Bottero rumbled, deep down in his chest. He could not and would not see any Grenye ruler as an equal. With the air of one making a great concession to a churl who didn't come close to deserving it, he said, "Well, say your worthless say, and then you can go and get lost."

"Thank you so much for your gracious kindness, your Majesty," Otset said, deadpan. He might be a shrimp, but he had nerve. Bottero rumbled some more, but he didn't seem to realize he'd been one-upped. The ambassador or herald or whatever he was went on, "Lord Zgomot says, you have his leave to return to your own realm. His brave armies will not harry you if you turn around and go home."

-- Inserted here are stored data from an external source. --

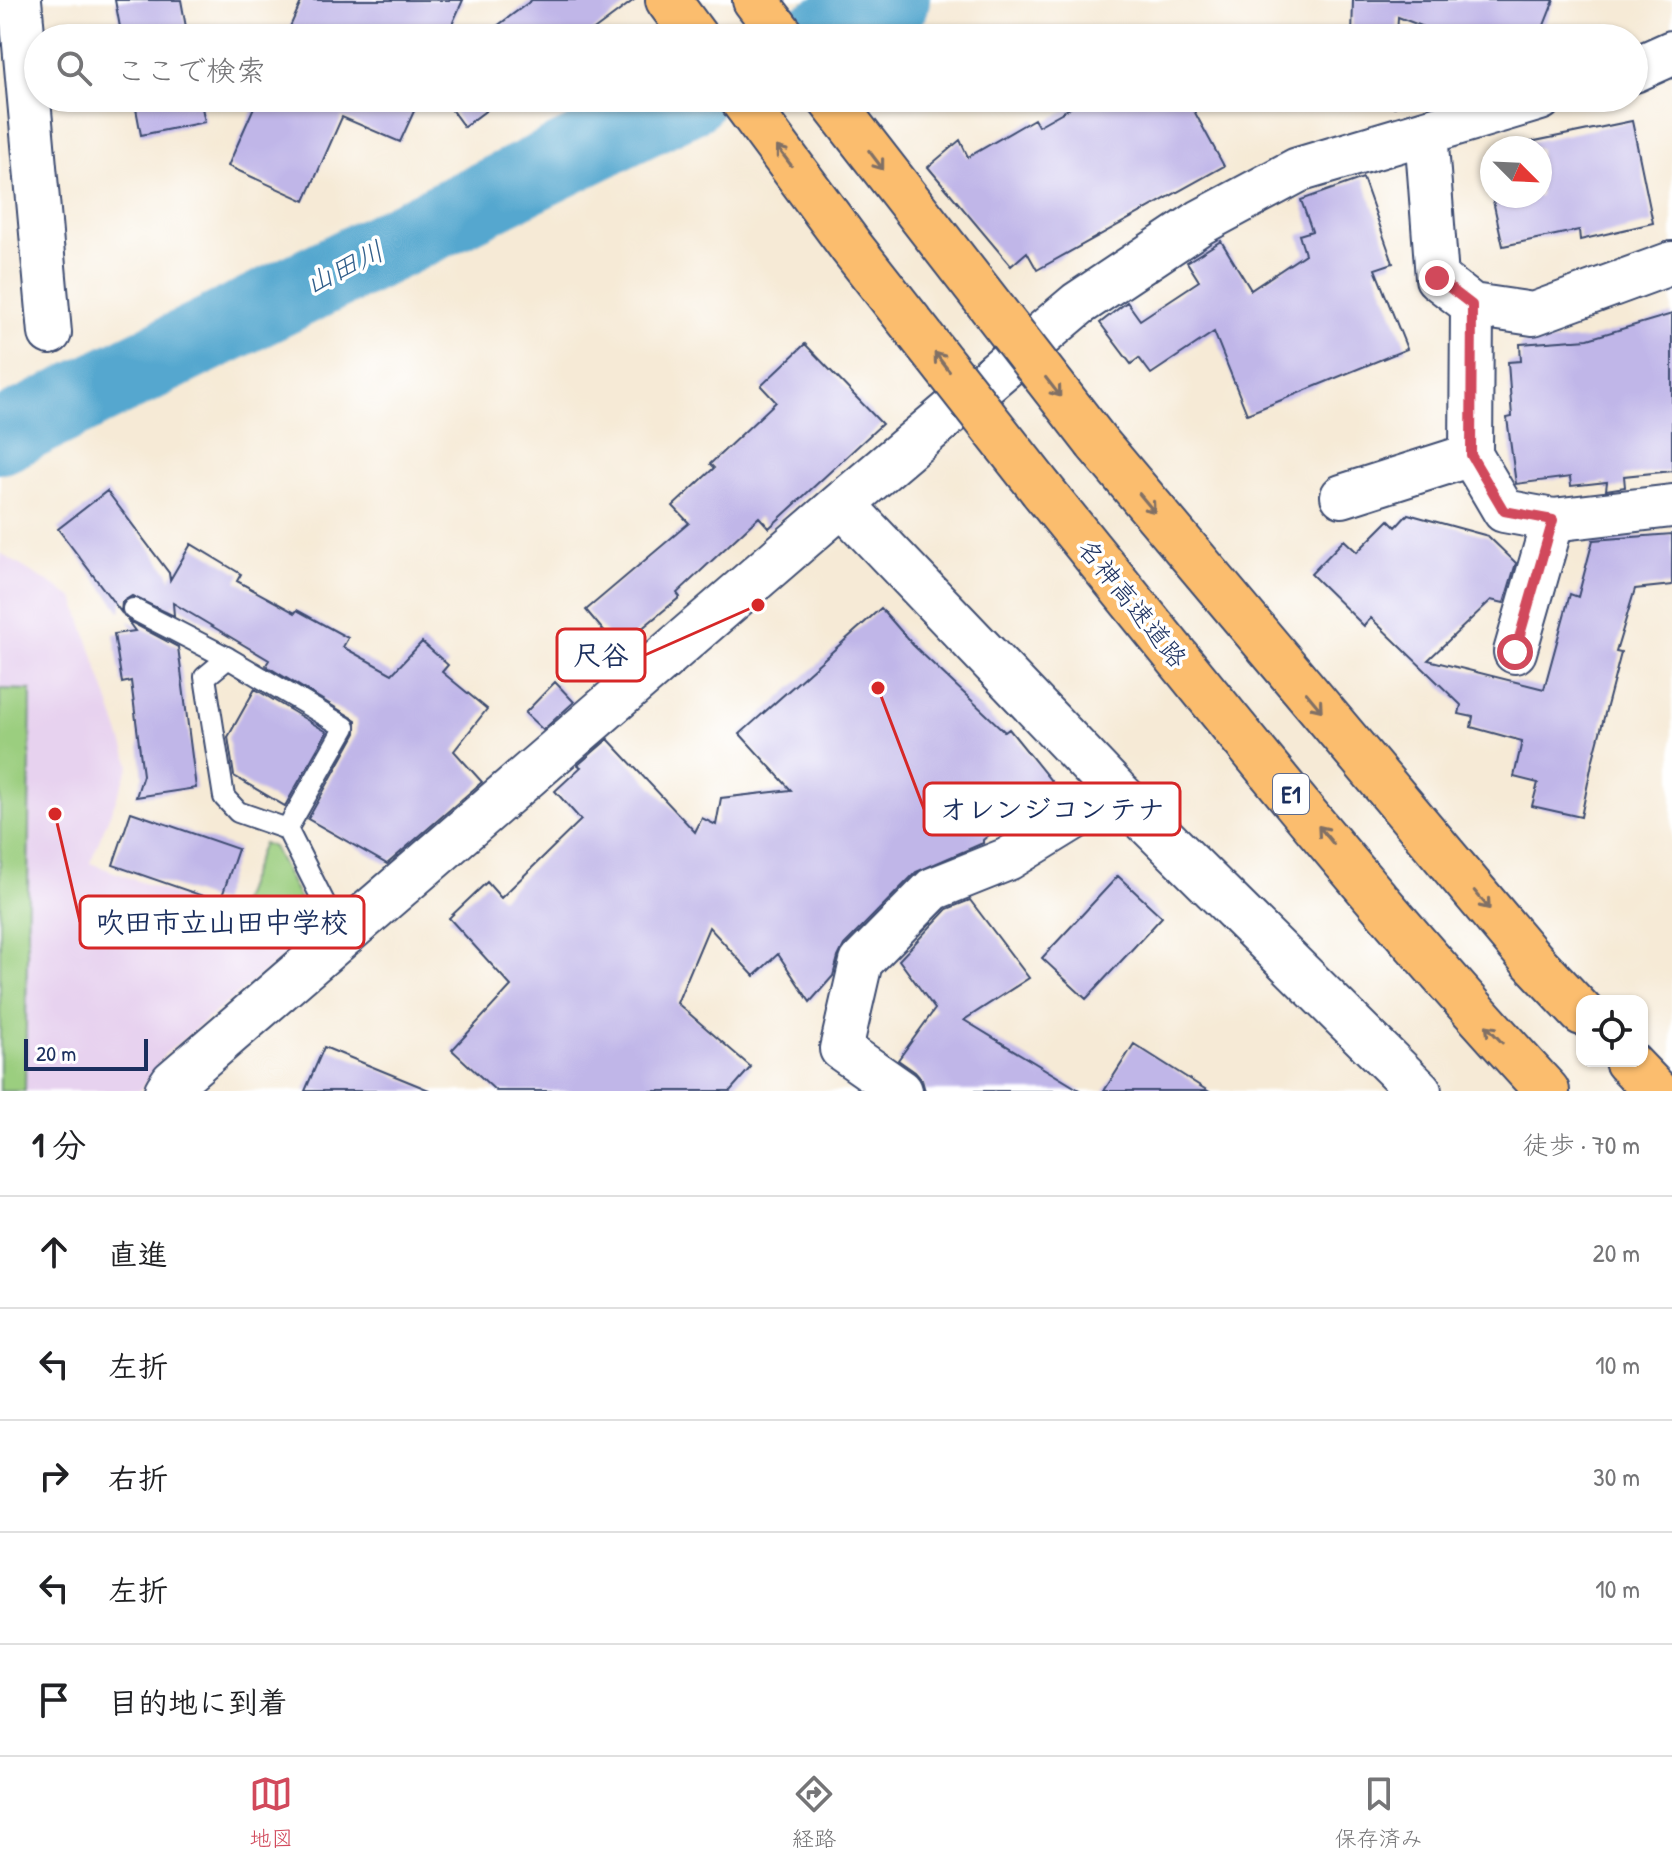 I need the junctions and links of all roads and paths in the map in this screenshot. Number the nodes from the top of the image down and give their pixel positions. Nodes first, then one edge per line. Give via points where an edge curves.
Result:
1 (20, 0) edge
2 (668, 0) edge
3 (755, 0) edge
4 (686, 24) edge
5 (773, 24) edge
6 (24, 44) edge
7 (1672, 53) edge
8 (1648, 64) edge
9 (30, 112) edge
10 (751, 112) edge
11 (840, 112) edge
12 (1493, 112) edge
13 (1426, 132) junction
14 (1672, 263) edge
15 (1472, 305) junction
16 (50, 333) dead end
17 (1471, 455) junction
18 (1342, 496) dead end
19 (842, 504) junction
20 (1672, 506) edge
21 (1553, 520) junction
22 (133, 609) dead end
23 (1515, 652) dead end
24 (228, 658) junction
25 (1117, 792) junction
26 (287, 829) junction
27 (341, 936) junction
28 (1576, 1006) edge
29 (1633, 1067) edge
30 (167, 1091) edge
31 (901, 1091) edge
32 (1419, 1091) edge
33 (1547, 1091) edge
34 (1656, 1091) edge

1 - 6 street
2 - 4 highway
3 - 5 highway
7 - 8 street
9 - 16 street
33 -> 10 highway, 名神高速道路 / E1, bridge via 1464,1002 1199,684 852,248
11 -> 28 highway, bridge via 1097,443
12 - 13 street
13 - 15 street via 1437,278
13 - 19 street via 1298,170 1201,222 1078,304
14 - 15 street via 1533,314
15 - 17 street
17 - 18 street
17 - 21 street via 1504,511
19 - 25 street
19 - 27 street
20 - 21 street
21 - 23 street
22 - 24 lane
24 - 26 lane via 205,677 224,797 238,812
24 - 26 lane via 345,727
25 - 31 street via 1008,859 933,889 861,962 841,1049
25 - 32 street
26 - 27 lane
27 - 30 street
29 - 34 highway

That set not only Bottero but most of the high officers who rode at the fore with him laughing their heads off. "What a generous worm your so-called lord is," the king said. "We thought we didn't see your armies because they didn't have the nerve to stand against us." He mockingly bowed in the saddle. "So thanks for telling us they're brave. Without you, we never would have known."

Most of the Lenelli went right on laughing. Hasso didn't. Bottero was pushing it, and had to know he was. The Bucovinan army the Lenelli had beaten didn't fight badly. The Grenye had no magic working for them, and they'd never had a striking column shatter their line before. Under those circumstances, no wonder they lost. But they didn't disgrace themselves.

Otset only shrugged his narrow shoulders. He wore a dark blue woolen cloak with a hood over a linen shirt brightened with embroidery. His breath smoked as he replied, "Plenty of other Lenello armies have come into Bucovin out of the west. We still stand. We will go on standing after you have to leave our land, too."

King Bottero went brick-red again. "By the goddess, little man you will not!" he shouted. "We'll burn Falticeni around your heads, savage, and when we catch you we'll throw you on the fire. Now get away from me, before I kill you on the spot for spewing shit at your betters!"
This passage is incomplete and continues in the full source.